L'auteur s'attache à donner de l'épaisseur et des sentiments à ses personnages, que ce soit du côté des enquêteurs que des familles de victimes, surtout celle du petit Pierre et de sa mère. J'ai apprécié les dialogues vivants empreints d'humour qui font sourire le lecteur et desserrent l'étau d'une atmosphère particulièrement lourde.
Nous retrouvons avec bonheur le monde de l'enfance, ouverts à tous les mystères que les enfants absorbent en véritables éponges qu'ils sont.
Le volcan est au centre de l'enquête. Divinisé par les uns, diabolisé par les autres, il est l'objet de toutes les peurs décuplées par les disparitions d'enfants.
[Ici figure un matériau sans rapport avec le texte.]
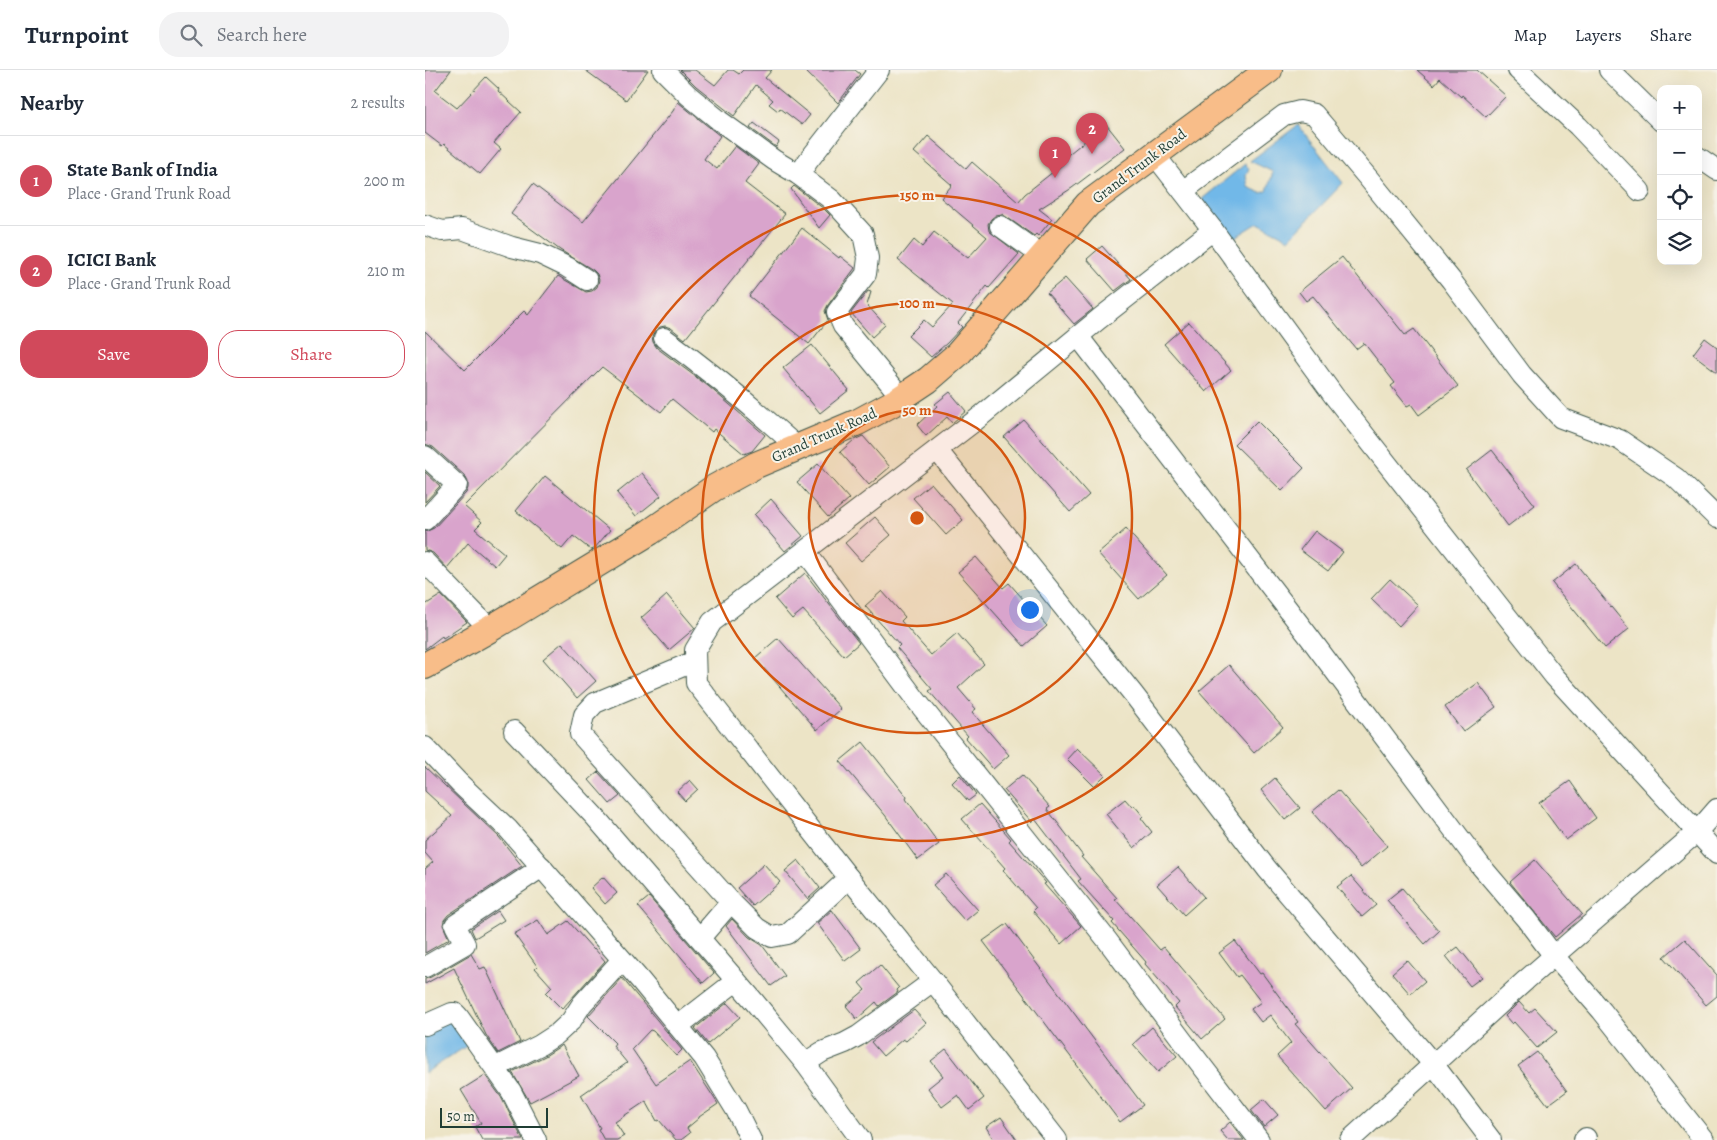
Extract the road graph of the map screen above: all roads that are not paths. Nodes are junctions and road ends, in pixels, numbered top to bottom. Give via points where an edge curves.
1 (663, 70) edge
2 (879, 70) edge
3 (1269, 70) edge
4 (1519, 70) edge
5 (1609, 70) edge
6 (1657, 117) edge
7 (1154, 154) junction
8 (1702, 160) edge
9 (1717, 170) edge
10 (799, 175) junction
11 (1183, 191) junction
12 (1640, 191) dead end
13 (425, 225) edge
14 (1000, 226) dead end
15 (1213, 230) junction
16 (1042, 256) junction
17 (587, 280) dead end
18 (1078, 336) junction
19 (664, 338) dead end
20 (902, 398) junction
21 (797, 447) junction
22 (937, 450) junction
23 (425, 456) edge
24 (1714, 508) edge
25 (425, 520) edge
26 (805, 551) junction
27 (425, 562) edge
28 (490, 630) junction
29 (695, 661) junction
30 (425, 666) edge
31 (514, 731) dead end
32 (425, 747) edge
33 (1717, 809) edge
34 (1697, 832) junction
35 (1717, 854) edge
36 (542, 867) junction
37 (849, 878) junction
38 (731, 902) junction
39 (699, 938) junction
40 (1554, 956) junction
41 (621, 961) junction
42 (425, 966) edge
43 (736, 980) junction
44 (933, 981) junction
45 (425, 1025) edge
46 (678, 1026) junction
47 (805, 1063) junction
48 (1434, 1064) junction
49 (496, 1067) junction
50 (536, 1140) edge
51 (751, 1140) edge
52 (861, 1140) edge
53 (1057, 1140) edge
54 (1259, 1140) edge
55 (1350, 1140) edge
56 (1491, 1140) edge
57 (1704, 1140) edge

1 - 10 street via 720,121
2 - 10 street
3 - 7 main road, Grand Trunk Road
4 - 12 street
5 - 6 street
7 - 11 street
7 - 16 main road, Grand Trunk Road via 1088,204
8 - 9 street
10 - 20 street via 832,200 863,234 868,258 867,274 837,312 843,326
11 - 15 street
11 - 24 street via 1284,116 1300,111 1314,114 1444,272 1522,375 1561,418 1620,440
13 - 17 street via 442,231 462,229 540,254
14 - 16 street
15 - 18 street
15 - 34 street via 1335,396 1554,676
16 - 20 main road, Grand Trunk Road via 957,354 929,380
18 - 22 street
18 - 40 street via 1480,865
19 - 21 street
20 - 21 main road, Grand Trunk Road via 858,422
21 - 28 main road, Grand Trunk Road via 714,488 650,532
22 - 26 street
22 - 48 street via 1267,869
23 - 25 street via 457,485
26 - 29 street via 713,622 695,650
26 - 54 street via 916,700 1107,940
27 - 28 street
28 - 30 main road, Grand Trunk Road
29 - 37 street via 696,683
29 - 38 street via 595,703 584,715 580,734
31 - 39 street via 596,818
32 - 36 street
33 - 34 street
34 - 35 street
34 - 40 street
36 - 41 street
36 - 42 street via 455,925 465,944
37 - 38 street via 788,934 772,937 757,928
37 - 44 street
38 - 39 street
39 - 43 street
40 - 48 street
40 - 57 street via 1603,1011
41 - 46 street
41 - 49 street via 557,1034
43 - 46 street
43 - 47 street
44 - 47 street via 858,1036 821,1052
44 - 53 street
45 - 49 street via 455,1013
46 - 51 street via 704,1058
47 - 52 street
48 - 55 street
48 - 56 street
49 - 50 street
Ce roman, paru en 2017, décrit avec justesse ce qu'est un climat de peur. On ne peut que saluer la lucidité de BB, à défaut de l'estimer devin:
« ― Non le volcan n'a tué personne, mais… depuis cet évènement les gens ont peur. Ils changent.
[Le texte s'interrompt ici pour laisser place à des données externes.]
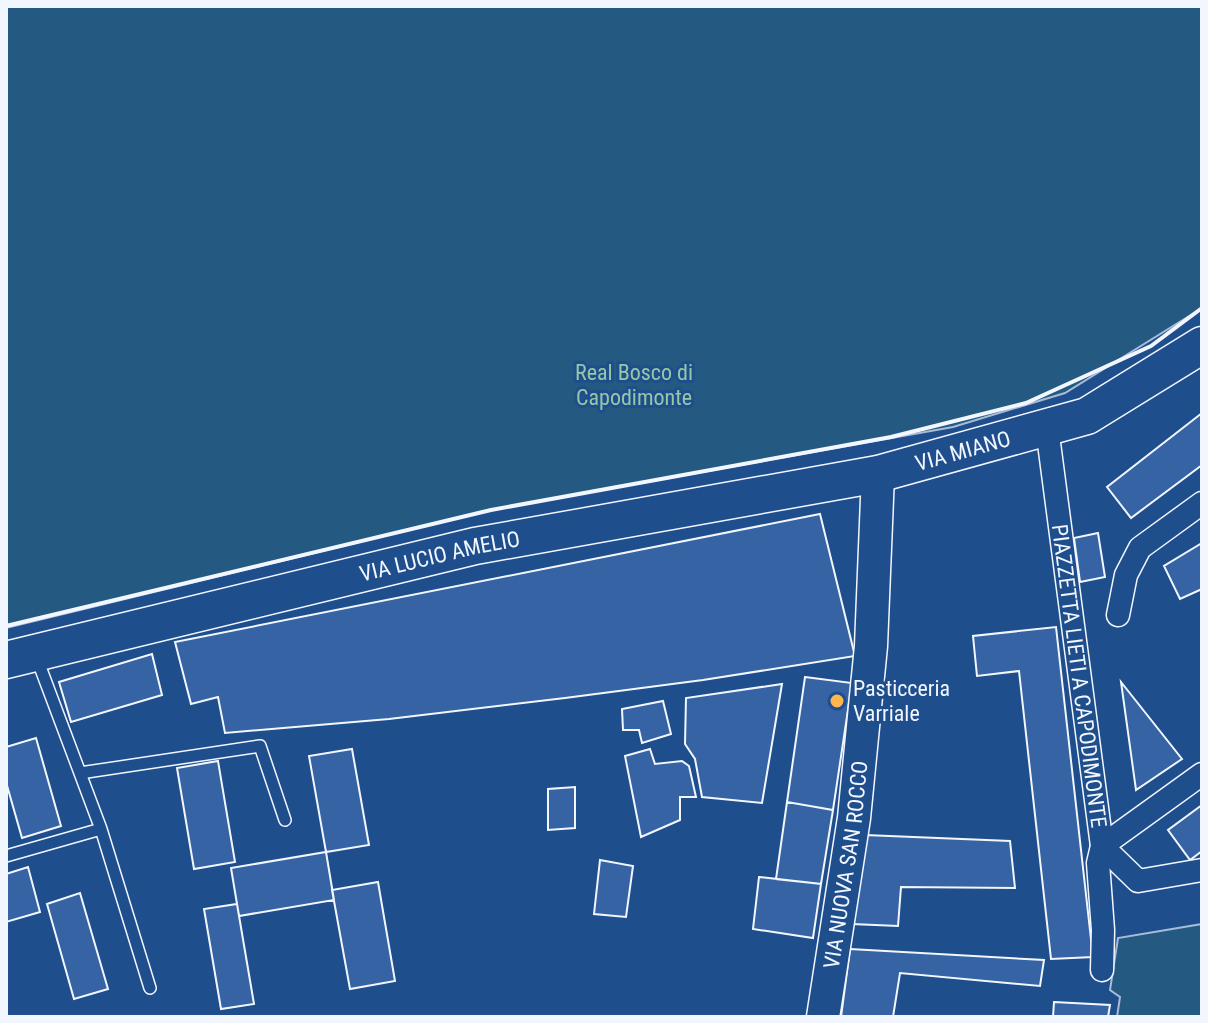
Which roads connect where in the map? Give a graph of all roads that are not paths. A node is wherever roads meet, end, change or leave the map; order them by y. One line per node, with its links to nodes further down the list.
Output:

― Beaucoup de gens dorment mal. Il y en a qui se sont mis à boire, etc.
― … Faîtes peur aux gens et vous les gouvernez. »
Disparitions, rituels magiques d'alignement des pierres, présence menaçante d'un volcan à même de se réveiller,
Bertrand Bény nous plonge dans un univers à la fois séduisant et redoutable.
Au fil de l'enquête, l'histoire évolue cependant du fantastique vers la science-fiction. La vie intelligente peut en effet y revêtir les formes les plus originales. de ce point de vue-là, «
Les chemins d'obsidienne » débouchent, peu à peu, sur un monde inconcevable à l'échelle humaine. Mais on y croit dur comme fer car l'auteur a réussi le challenge de rendre vraisemblable ce monde et la façon d'y parvenir.
Mais ce qui nous attache tant à l'univers créé par
Bertrand Bény ce n'est pas seulement son originalité ou le fait qu'il pourrait exister mais surtout parce qu'il parle de nous, des dérives de notre société, confirmant l'avertissement placé au début du livre : Quand l'humanité aura ruiné la diversité biologique, il ne lui restera que la solitude. La solitude est une longue maladie...
Fable écologique, polar fantastique, récit de SF,
Les chemins d'obsidienne sont tout cela à la fois, et même plus : une histoire inspirée servie par une plume chatoyante, couronnée par le prix de la Cour de l'Imaginaire.